[Saved data entries]
■ ■ ■
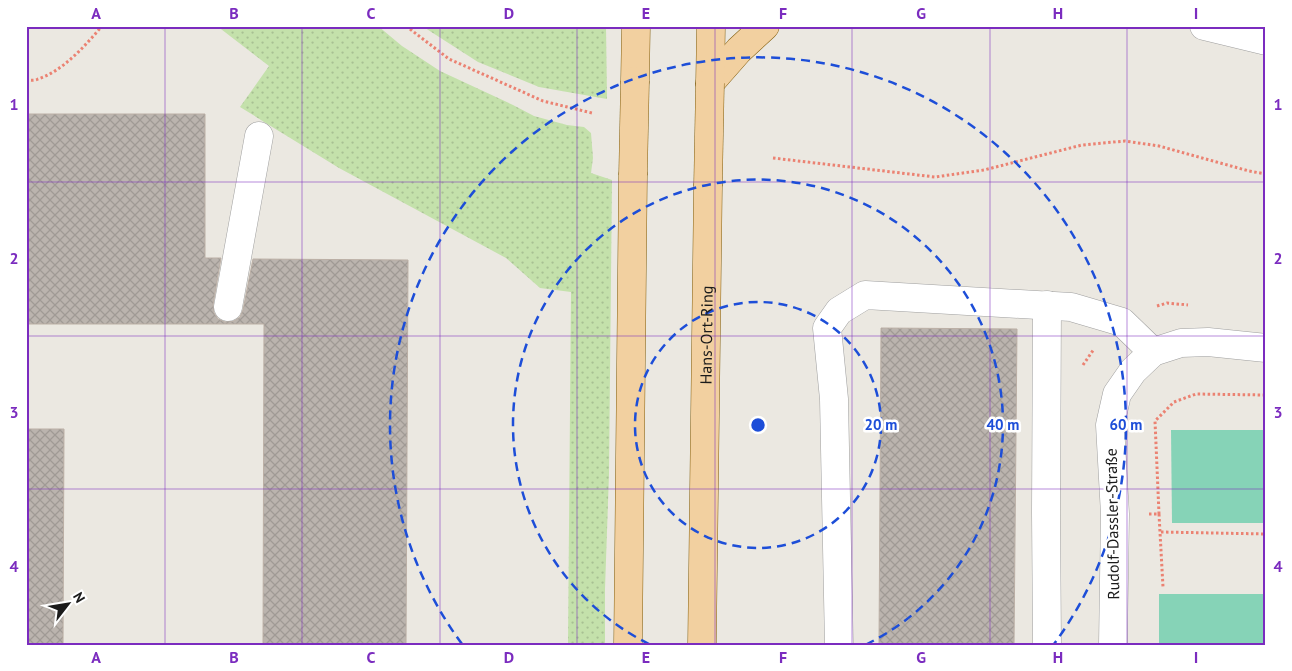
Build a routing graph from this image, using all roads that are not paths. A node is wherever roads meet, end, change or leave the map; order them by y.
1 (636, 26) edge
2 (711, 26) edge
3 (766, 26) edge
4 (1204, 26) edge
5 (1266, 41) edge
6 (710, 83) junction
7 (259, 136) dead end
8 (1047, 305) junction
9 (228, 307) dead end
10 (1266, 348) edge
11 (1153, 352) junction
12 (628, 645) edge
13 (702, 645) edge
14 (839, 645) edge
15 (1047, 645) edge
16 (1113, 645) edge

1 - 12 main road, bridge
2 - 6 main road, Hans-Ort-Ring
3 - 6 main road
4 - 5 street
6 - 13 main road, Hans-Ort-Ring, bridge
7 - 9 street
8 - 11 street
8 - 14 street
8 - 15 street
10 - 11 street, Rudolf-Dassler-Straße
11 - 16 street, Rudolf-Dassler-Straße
■ ■ ■
DIRECTIONS FOR THIS TASK:
Copy each line above exactly, with no images.

RESULT OF THIS TASK:
Build a routing graph from this image, using all roads that are not paths. A node is wherever roads meet, end, change or leave the map; order them by y.
1 (636, 26) edge
2 (711, 26) edge
3 (766, 26) edge
4 (1204, 26) edge
5 (1266, 41) edge
6 (710, 83) junction
7 (259, 136) dead end
8 (1047, 305) junction
9 (228, 307) dead end
10 (1266, 348) edge
11 (1153, 352) junction
12 (628, 645) edge
13 (702, 645) edge
14 (839, 645) edge
15 (1047, 645) edge
16 (1113, 645) edge

1 - 12 main road, bridge
2 - 6 main road, Hans-Ort-Ring
3 - 6 main road
4 - 5 street
6 - 13 main road, Hans-Ort-Ring, bridge
7 - 9 street
8 - 11 street
8 - 14 street
8 - 15 street
10 - 11 street, Rudolf-Dassler-Straße
11 - 16 street, Rudolf-Dassler-Straße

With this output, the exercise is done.